Power play in Japan and elsewhere - some potentially serious, some not
When you are reading this you will know the Lower House election result. Because of travel out of Tokyo on election day I'm writing this one day before. It looks pretty clear: LDP will not only keep all its seats but even add some more and the party will celebrate Abe as the victorious leader. The early strong wind died out of Koike-san's sails past two weeks: after all, her offer of "reform" was not that much different from LDP's conservatism. Instead, Edano's new-born Democrats look more liberal alternative for those who don't like Abe and might have got more votes than Koike's "Hope".
Most of all, however, voters went for status quo because "it's economy, stupid" as Bill Clinton used to say. It's not only that Nikkei index has hit its highest point since 1996 following longest lasting continuous growth period since sixties and record profits at big companies, but the outlook for jobs even for normal people is now just as strong and even salaries have started to rise; better not to take any risk for changing horses now. The advance polls showed that double as many young people below 30 years age supported LDP than old over 60 years, a clear sign how much job numbers have improved for them. It's not really Abe's achievement, just demographics, but hey, who cares? Earlier, it was the old people who went for LDP afraid of all talk of "reform" to their pensions and healthcare benefits. Many did that again, I'm sure.
Then there was the City-Country divide. It was well summed up by a 73 year old lady from a small Gumma village: "Rural Japan is not Tokyo. Saying "Let's change Japan" might go down well in Tokyo, but it won't strike home here. Strong ties to central government are necessary for us. "We have no option but to support LDP." Just 100 km away from Tokyo but consisting of 90% of forest and mountains, her village population has halved in past 20 years down to below 2000 inhabitants with average age 70.6. Locally collected taxes make just 20% of the village budget, the rest comes from central government coffers. That's demographics, not Abenomics, for you again!
No wonder LDP has been doing its best to resist reduction in the number of countryside Parliament seats despite the rapidly declining population there. Challenged time and again in courts by activists, it has managed to keep Supreme Court from declaring any election "unconstitutional" as long as the misrepresentation has been kept around 1 vote in remote areas against 2 in big cities. To keep this limit, once again, 10 small single-seat constituencies were merged to others for this election, the minimum necessary.

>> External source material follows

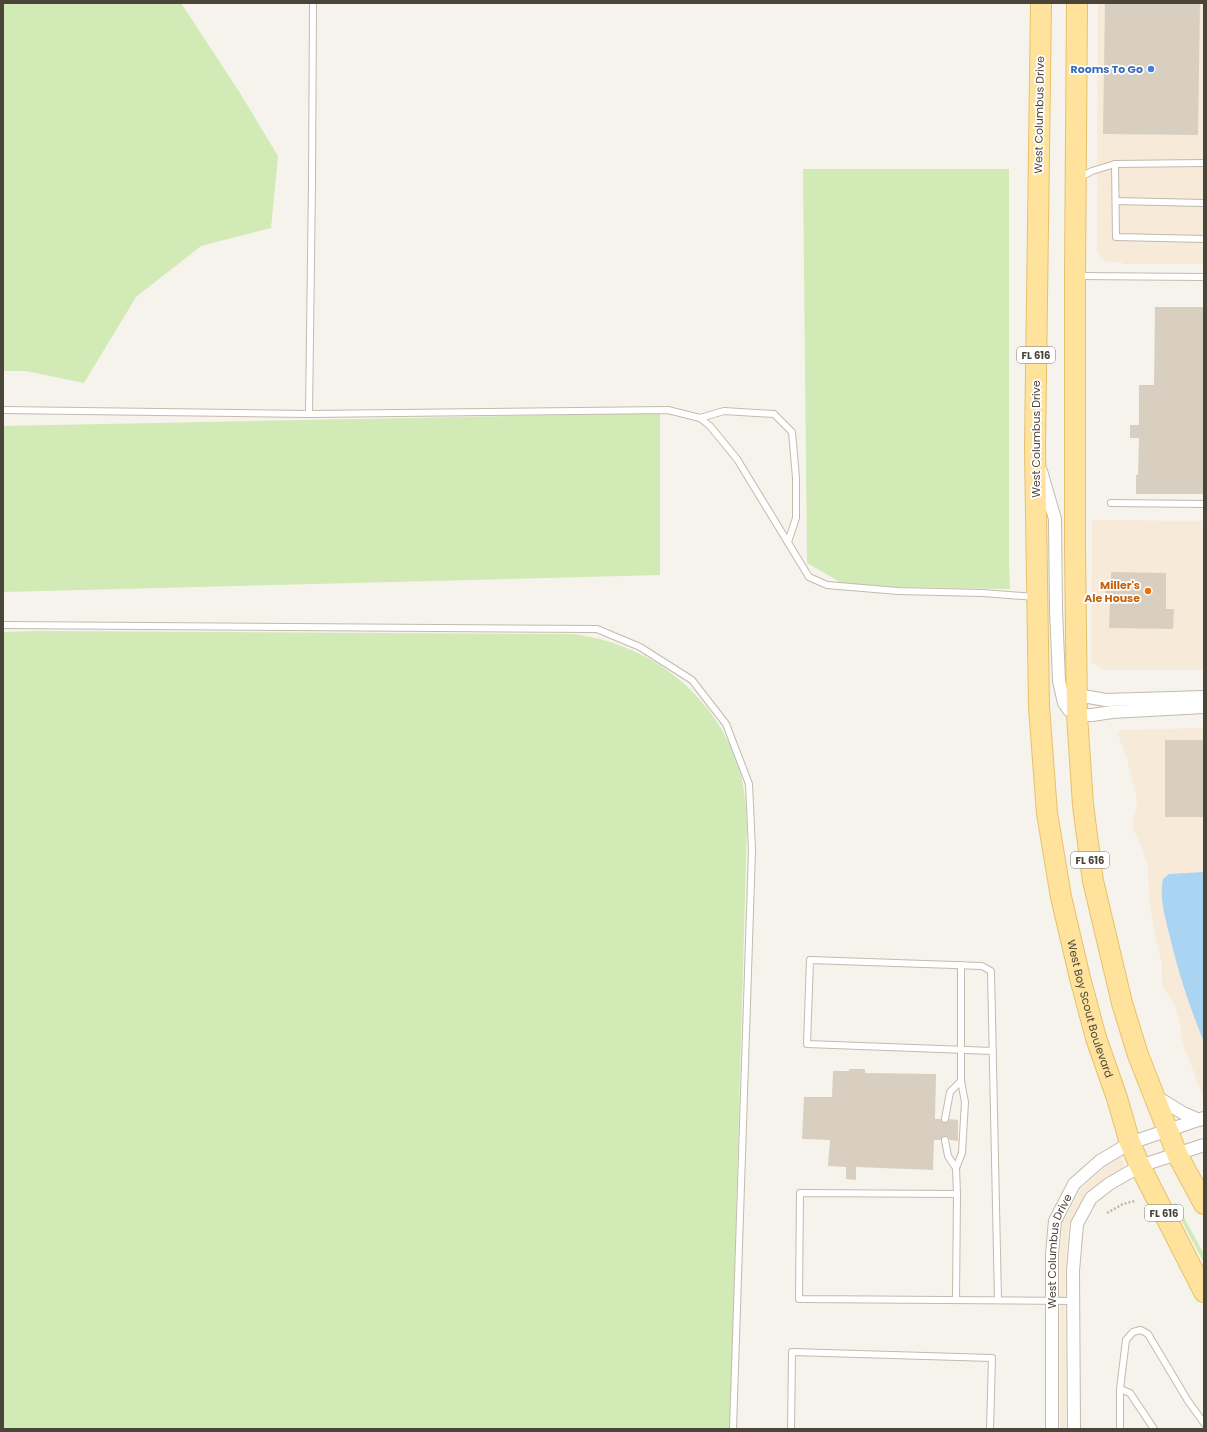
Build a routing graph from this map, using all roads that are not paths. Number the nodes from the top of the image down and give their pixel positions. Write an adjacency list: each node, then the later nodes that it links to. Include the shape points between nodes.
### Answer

The British type single-seat areas, which make majority of the seats, also strongly favor big parties, whereof there is now only One. In fact, the new split-up of opposition parties has made it even more difficult to challenge the LDP power. Facing its 280-300 seats, the biggest opposition party, either Hope or new Democrats now, might have just 50 seats after this election. In many places, the typhoon on Sunday also made voters stay at home and low voting rate always favor the incumbents.
More than the actual vote result, it's interesting to see what happens now afterwards. Will the reconfirmed strength of LDP and Abe-san bring about any changes in his policies, economic or social or constitutional, beyond the election promises? How will the internal power relations within LDP develop and who will be in the new minister line-up that PM usually sets up after election? How close co-operation the equally conservative Kibo will provide to its election opponent? What happens to ex-DPJ heavyweights like Maehara and Noda, who ran as independents? How will Edano-san guide his new Democrats? Will they ally themselves with Communists as the old DPJ did in the previous Upper House election? Answers will all fold out in next few weeks.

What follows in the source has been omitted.